Favourite ancient classics: The Odyssey (but not the Iliad or the Aeneid); and Beowulf.

Favourite thriller & sci-fi writers: Hammond Innes, John Buchan [especially John MacNab and Prester John] & Isaac Asimov

Favourite travel book: Johnson and Boswell's double act in the Hebrides

Favourite parable: The Two Sons (Matt 21:28-32)

Favourite character in literature: The Elephant's Child - who was like Socrates but even more persistent!

Favourite painting: The Fighting Temeraire

Favourite birds: Manx Shearwater, Little Tern and Swallow

Favourite islands: Canna, Barra, Alderney and Handa

Favourite islands for beaches: Vatersay, Benbecula and North Uist (no trend there, then?)

Favourite British mountain: Stack Polly (Stac Pollaidh) - small but oh! what a view

Books and authors I have least enjoyed : The Communist Manifesto (wearying); the Qur'an (repetitive); Thomas Hardy (depressing); Catch-22 (gave up!)

Favourite wild flowers: Corn Sowthistle (a weed to some, but the sunniest of faces to me). Followed by the little but lovely (and more genteel) Autumn Squill and, in the mountains, Starry Saxifrage

Favourite fern: Lemon-scented (Mountain) Fern

My wife Christine's favourite wild flower: Eyebright

Favourite rock: Gneiss (especially the Highland sort when cut by dykes full of little garnets and tourmalines)

Favourite Christian nature books: The Birds our Teachers by John Stott; Under the Bright Wings by Peter Harris; Planetwise by Dave Bookless

Favourite dragonfly: Banded Demoiselle

Favourite explorers and tales: Livingstone; Shackleton; Nansen; Brendan the Navigator; Apollo 13; Xenophon; the Grain Race

Favourite hymn: Guide me, O Thou Great Redeemer

Favourite hymn writer: Phillip P Bliss (1. Brightly Beams Our Father's Mercy; and 2. Dare to Be a Daniel, a favourite of my mother's mother)

Favourite political quote: 'The majority is usually wrong' - by several great thinkers

Favourite play: A Man for all Seasons

Favourite Christian worship song: From the squalor of a borrowed stable

Favourite secular poem: If

Favourite striking words: How about serendipity and inspissated (the latter I discovered in a literary review by Enoch Powell of the autobiography of Screaming Lord Sutch, where Powell was lamenting the author's painfully clotted weight of slang!)

Favourite spiritual poems: The Hound of Heaven (Francis Thompson); and God's Grandeur (Gerard Manley Hopkins)

Favourite bumblebee: Large Red-tail (Bombus lapidarius)

Favourite sayings of my late father's: 1. 'When all else fails, read the maker's instructions!' 2. 'If thee dun't lahk it, thee mun do it thee'sen!'

My late mother's favourites: John chapter 14 and the quotation 'More things are wrought by prayer than this world dreams of.' (Tennyson)
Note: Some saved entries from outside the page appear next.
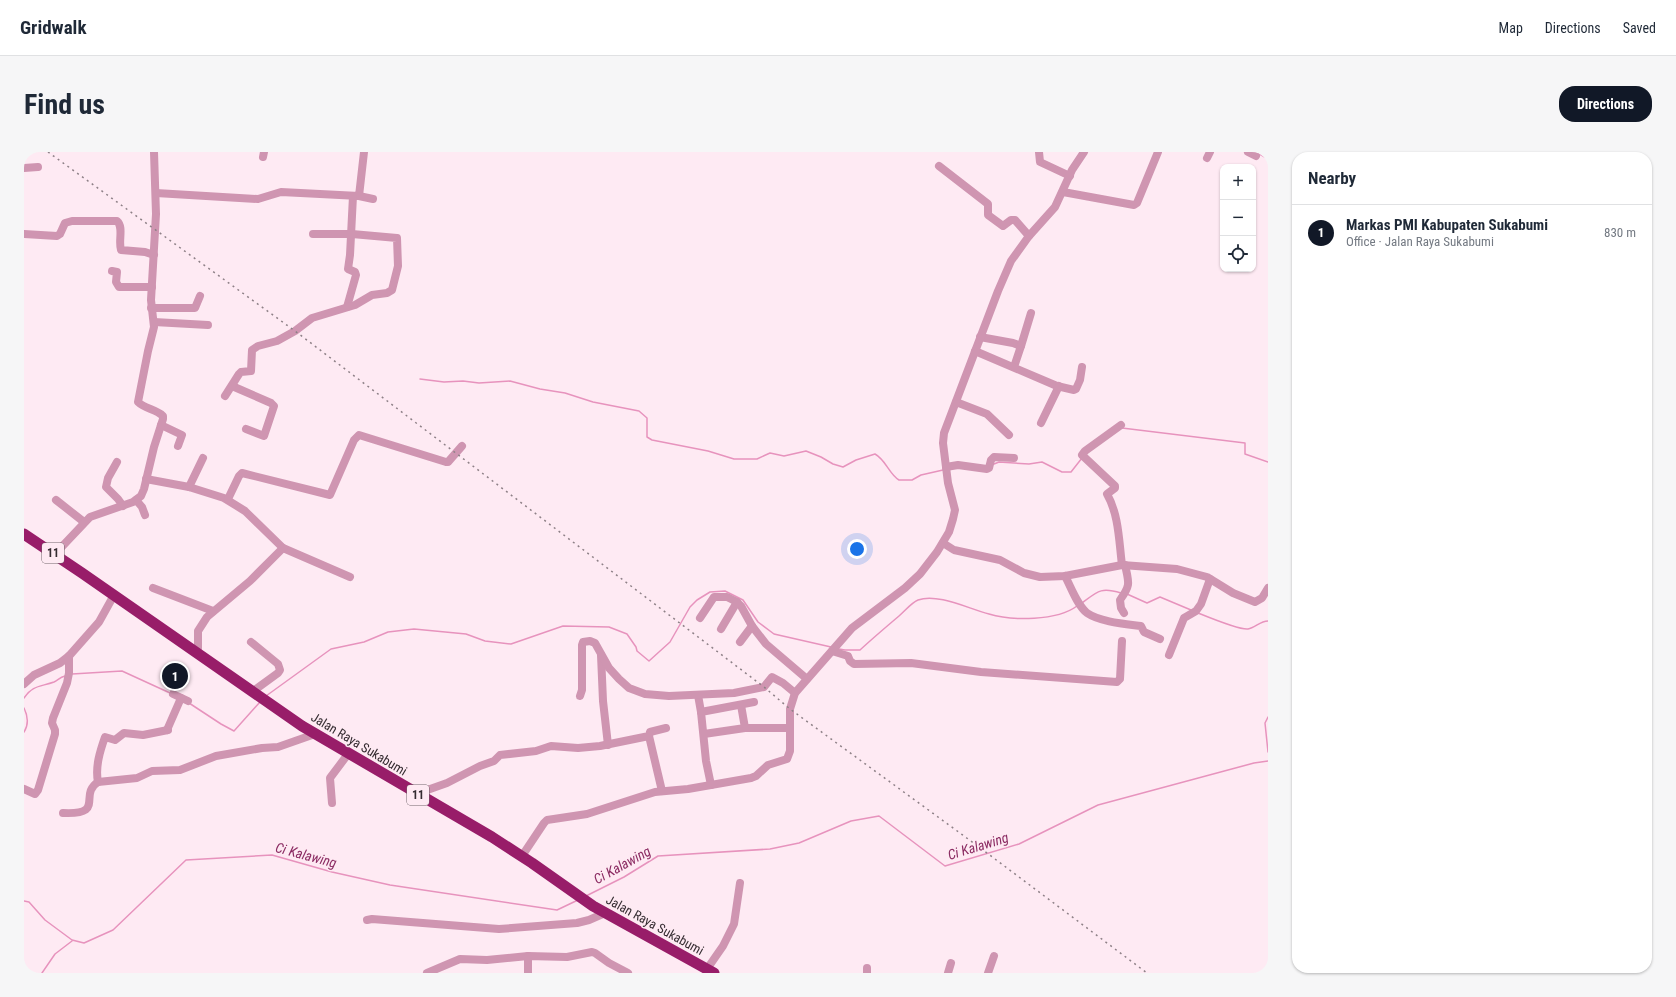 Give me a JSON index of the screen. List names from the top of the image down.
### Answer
{
  "streets": {
    "highway": ["11", "Jalan Raya Sukabumi"]
  },
  "crossings": [
    ["11", "Jalan Raya Sukabumi"]
  ],
  "water": ["Ci Kalawing"],
  "page": {
    "header": "Gridwalk",
    "nav": ["Map", "Directions", "Saved"],
    "buttons": "Directions",
    "title": "Find us",
    "heading": "Nearby",
    "map_buttons": ["+", "−"],
    "list": [
      {
        "mark": "1",
        "name": "Markas PMI Kabupaten Sukabumi",
        "note": "Office · Jalan Raya Sukabumi",
        "value": "830 m"
      }
    ],
    "pins": "1"
  }
}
Favourite ex prisoner-of-war camp: Swanwick (where I first met my lovely wife! and started playing table tennis with her - at a Workers Christian Fellowship conference)

Favourite moment with my daughter Joanna: Racing up Ingleborough with her, trying to beat the rain (after I had carried her up many years before on my back!)
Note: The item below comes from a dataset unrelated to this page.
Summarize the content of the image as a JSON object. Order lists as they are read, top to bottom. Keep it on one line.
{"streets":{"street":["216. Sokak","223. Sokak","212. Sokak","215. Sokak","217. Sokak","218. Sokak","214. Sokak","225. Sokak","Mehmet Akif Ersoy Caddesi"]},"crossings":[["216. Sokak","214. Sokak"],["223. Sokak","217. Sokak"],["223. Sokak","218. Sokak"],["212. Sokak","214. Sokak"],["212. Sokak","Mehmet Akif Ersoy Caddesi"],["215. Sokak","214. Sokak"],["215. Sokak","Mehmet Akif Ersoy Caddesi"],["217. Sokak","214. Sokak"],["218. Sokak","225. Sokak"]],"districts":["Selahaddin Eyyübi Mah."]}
Favourite moment with my son Peter: Our small moment of celebration on the top of Elidir Fawr on the day we did the last Welsh "3000-footer"
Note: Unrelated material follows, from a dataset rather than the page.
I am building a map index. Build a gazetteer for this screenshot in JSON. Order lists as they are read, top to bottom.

Favourite moment with my daughter Angela: Lending her my big camera to photograph leaping bottle-nosed dolphins at Chanonry Point

Favourite moment with all three of our children: Reaching the top of Mont Pelat together (10,007 feet) in the Maritime Alps

My favourite of what the ancient Celts used to call "thin places" (I mean, of those special memorable places that one has found earth and heaven to be separated by very little): Reiff, from where Christine and I could see the far islands


AND SOME COLLECTIONS:

Favourite Christian writers and books: All of CS Lewis and Jamie Buckingham plus God's Smuggler/Brother Andrew; Run, Baby Run/Nicky Cruz; Tortured for Christ/Richard Wurmbrand; Out of the Saltshaker/Rebecca Manley Pippert; Changed into His Likeness and Song of Songs/Watchman Nee; Revolution of Love and Balance/George Verwer; Real Presence/Leanne Payne; and Who Moved the Stone?/Frank Morison


Favourite secular quotations:

'What is this life if, full of care, we have no time to stand and stare?' (Davies)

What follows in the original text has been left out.